NEWS
Special report: George Bush's America
The biggest players
Tuesday February 13, 2001
The Guardian

Pfizer.
Sales: $22.6bn 
R&D: $4.4bn
Profits: $6.49bn.
Based in New York.
 Driven by its recent merger with rival Warner-Lambert, Pfizer is likely to edge ahead of Glaxo SmithKline this year to become the world's top selling drugs company. Its best-known product is Viagra, the male impotence drug, created at Sandwich, Kent 

Glaxo SmithKline 
Sales: $22.8bn 
R&D: $3.75bn 
Profits: $7.6bn 
Based in Brentford, Middx 
Glaxo Wellcome recently completed its merger with SmithKline Beecham in a deal intended to create a research powerhouse to develop gene-based drugs.
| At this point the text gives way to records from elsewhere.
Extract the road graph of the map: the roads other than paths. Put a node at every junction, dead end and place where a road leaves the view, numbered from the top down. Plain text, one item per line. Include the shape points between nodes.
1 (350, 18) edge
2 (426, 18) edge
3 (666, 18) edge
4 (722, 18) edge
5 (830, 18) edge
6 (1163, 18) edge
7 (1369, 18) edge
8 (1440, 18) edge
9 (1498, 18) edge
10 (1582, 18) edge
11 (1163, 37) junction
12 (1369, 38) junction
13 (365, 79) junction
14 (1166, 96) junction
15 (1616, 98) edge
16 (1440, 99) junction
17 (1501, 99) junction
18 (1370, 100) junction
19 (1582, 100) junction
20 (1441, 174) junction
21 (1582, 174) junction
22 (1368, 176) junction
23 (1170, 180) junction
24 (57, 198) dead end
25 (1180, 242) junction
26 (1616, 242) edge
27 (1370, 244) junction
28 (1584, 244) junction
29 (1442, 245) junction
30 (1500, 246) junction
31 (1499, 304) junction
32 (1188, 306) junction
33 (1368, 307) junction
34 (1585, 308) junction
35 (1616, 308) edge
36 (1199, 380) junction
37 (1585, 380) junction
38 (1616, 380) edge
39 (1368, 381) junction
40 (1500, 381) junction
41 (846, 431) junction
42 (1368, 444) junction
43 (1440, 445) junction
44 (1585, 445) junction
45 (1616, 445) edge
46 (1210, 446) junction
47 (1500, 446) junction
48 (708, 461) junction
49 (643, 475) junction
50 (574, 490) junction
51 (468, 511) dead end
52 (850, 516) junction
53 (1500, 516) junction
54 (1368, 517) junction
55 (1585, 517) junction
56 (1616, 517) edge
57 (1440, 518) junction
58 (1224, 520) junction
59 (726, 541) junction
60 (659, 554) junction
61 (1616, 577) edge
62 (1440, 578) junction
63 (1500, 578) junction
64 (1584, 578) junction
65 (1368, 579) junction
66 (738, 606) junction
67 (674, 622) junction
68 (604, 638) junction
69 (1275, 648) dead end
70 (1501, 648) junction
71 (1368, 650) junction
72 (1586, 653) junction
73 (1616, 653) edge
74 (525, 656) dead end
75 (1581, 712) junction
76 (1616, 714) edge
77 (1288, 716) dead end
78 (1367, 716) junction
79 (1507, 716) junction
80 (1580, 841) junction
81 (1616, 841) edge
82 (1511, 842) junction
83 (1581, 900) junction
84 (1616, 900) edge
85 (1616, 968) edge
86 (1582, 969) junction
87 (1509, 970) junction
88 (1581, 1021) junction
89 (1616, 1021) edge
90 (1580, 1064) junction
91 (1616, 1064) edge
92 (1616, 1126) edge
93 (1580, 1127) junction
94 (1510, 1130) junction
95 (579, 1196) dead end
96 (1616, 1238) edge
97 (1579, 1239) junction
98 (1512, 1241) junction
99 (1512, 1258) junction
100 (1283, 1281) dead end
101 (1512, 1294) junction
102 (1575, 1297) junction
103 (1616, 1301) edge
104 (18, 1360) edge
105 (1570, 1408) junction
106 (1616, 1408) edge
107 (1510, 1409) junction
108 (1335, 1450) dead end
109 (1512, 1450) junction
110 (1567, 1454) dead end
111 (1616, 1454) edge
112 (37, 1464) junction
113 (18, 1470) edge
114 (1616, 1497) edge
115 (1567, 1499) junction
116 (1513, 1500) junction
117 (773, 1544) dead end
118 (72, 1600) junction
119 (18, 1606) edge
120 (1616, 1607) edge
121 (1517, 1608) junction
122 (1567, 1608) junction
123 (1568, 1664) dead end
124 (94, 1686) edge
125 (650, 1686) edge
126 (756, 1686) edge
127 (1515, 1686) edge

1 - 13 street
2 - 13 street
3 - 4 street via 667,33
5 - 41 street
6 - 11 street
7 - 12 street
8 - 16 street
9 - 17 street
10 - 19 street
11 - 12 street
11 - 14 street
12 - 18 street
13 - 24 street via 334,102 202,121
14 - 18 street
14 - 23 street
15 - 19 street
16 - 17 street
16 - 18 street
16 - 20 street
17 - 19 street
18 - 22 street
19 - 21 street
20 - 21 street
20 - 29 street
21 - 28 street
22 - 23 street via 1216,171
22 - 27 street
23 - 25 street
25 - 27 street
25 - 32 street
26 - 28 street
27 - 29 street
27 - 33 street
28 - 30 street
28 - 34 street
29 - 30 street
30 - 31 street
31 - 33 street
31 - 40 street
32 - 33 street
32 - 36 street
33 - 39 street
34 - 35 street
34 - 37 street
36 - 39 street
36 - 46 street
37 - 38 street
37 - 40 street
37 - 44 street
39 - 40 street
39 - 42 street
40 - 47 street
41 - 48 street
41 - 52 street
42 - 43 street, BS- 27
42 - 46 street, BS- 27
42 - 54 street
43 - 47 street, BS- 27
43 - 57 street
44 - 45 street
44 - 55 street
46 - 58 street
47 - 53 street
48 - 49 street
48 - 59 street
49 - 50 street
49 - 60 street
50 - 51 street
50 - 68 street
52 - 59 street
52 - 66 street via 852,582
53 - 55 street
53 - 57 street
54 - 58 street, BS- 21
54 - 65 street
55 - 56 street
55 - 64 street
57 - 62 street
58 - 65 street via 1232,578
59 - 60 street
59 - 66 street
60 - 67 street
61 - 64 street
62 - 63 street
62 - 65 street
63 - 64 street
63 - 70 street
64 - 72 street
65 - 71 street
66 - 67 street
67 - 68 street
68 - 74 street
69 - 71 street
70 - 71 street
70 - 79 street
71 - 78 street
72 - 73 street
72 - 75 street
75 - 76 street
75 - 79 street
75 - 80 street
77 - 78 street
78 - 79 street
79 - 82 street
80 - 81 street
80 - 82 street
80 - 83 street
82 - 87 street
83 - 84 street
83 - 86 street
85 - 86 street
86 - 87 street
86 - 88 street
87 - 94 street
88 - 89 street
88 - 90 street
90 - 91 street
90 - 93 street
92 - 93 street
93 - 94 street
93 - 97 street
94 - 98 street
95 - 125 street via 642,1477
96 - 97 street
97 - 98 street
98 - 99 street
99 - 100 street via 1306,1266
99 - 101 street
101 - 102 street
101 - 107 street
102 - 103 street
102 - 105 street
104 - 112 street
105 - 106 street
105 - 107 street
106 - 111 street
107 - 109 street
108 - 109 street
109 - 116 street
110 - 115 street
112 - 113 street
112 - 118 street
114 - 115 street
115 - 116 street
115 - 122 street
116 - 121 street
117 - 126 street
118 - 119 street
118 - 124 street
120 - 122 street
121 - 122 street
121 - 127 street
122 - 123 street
The company is largely run from Philadelphia, although nominally British. 

AstraZeneca 
Sales: $15.8bn 
R&D: $2.62bn 
Profits: $4.11bn 
Based in London 
The Anglo-Swedish group is built around ulcer treatment Losec, the world's best-selling prescription drug. It loses its patent over Losec this year and the company has begun a series of lawsuits aimed at stifling generic copies. It spun off its interest in genetically modified foods last year after protests. 

Aventis 
Sales : $14.8bn 
R&D: $3.12bn 
Profits: $2.8bn 
Based in Strasbourg 
The group, created through a merger of France's Rhone-Poulenc and Germany's Hoechst in 1999, made headlines for allegedly buying thymus glands taken from children during surgery at Liverpool's Alder Hey hospital. Novartis Sales: $10.2bn R&D : $2.8bn Profits: $4.1bn Based in Basel, Switzerland Created four years ago through a merger of Swiss groups Ciba and Sandoz, the company says its ultimate goal "is not only to expand the horizons of science, but also to expand the horizons of life through science".